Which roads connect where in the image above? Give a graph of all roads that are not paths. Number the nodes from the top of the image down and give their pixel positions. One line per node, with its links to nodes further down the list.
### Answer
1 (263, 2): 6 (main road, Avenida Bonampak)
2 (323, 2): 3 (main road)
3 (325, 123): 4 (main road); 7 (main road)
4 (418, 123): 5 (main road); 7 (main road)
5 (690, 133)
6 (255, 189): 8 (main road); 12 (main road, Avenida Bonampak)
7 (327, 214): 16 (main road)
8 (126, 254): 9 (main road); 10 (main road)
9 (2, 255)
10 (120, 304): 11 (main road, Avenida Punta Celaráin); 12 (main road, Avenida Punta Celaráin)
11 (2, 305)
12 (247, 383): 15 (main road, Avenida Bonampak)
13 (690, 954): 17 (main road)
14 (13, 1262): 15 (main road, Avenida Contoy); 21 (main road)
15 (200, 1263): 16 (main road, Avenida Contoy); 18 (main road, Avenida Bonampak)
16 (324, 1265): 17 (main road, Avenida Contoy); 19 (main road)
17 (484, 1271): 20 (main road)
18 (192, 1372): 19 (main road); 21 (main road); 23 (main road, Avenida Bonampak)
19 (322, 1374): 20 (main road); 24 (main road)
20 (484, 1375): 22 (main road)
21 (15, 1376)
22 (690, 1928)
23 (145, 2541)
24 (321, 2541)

────────────────────

> [Action item] Return the listing in full, matching each word exactly.

> [Output below]
Which roads connect where in the image above? Give a graph of all roads that are not paths. Number the nodes from the top of the image down and give their pixel positions. One line per node, with its links to nodes further down the list.
### Answer
1 (263, 2): 6 (main road, Avenida Bonampak)
2 (323, 2): 3 (main road)
3 (325, 123): 4 (main road); 7 (main road)
4 (418, 123): 5 (main road); 7 (main road)
5 (690, 133)
6 (255, 189): 8 (main road); 12 (main road, Avenida Bonampak)
7 (327, 214): 16 (main road)
8 (126, 254): 9 (main road); 10 (main road)
9 (2, 255)
10 (120, 304): 11 (main road, Avenida Punta Celaráin); 12 (main road, Avenida Punta Celaráin)
11 (2, 305)
12 (247, 383): 15 (main road, Avenida Bonampak)
13 (690, 954): 17 (main road)
14 (13, 1262): 15 (main road, Avenida Contoy); 21 (main road)
15 (200, 1263): 16 (main road, Avenida Contoy); 18 (main road, Avenida Bonampak)
16 (324, 1265): 17 (main road, Avenida Contoy); 19 (main road)
17 (484, 1271): 20 (main road)
18 (192, 1372): 19 (main road); 21 (main road); 23 (main road, Avenida Bonampak)
19 (322, 1374): 20 (main road); 24 (main road)
20 (484, 1375): 22 (main road)
21 (15, 1376)
22 (690, 1928)
23 (145, 2541)
24 (321, 2541)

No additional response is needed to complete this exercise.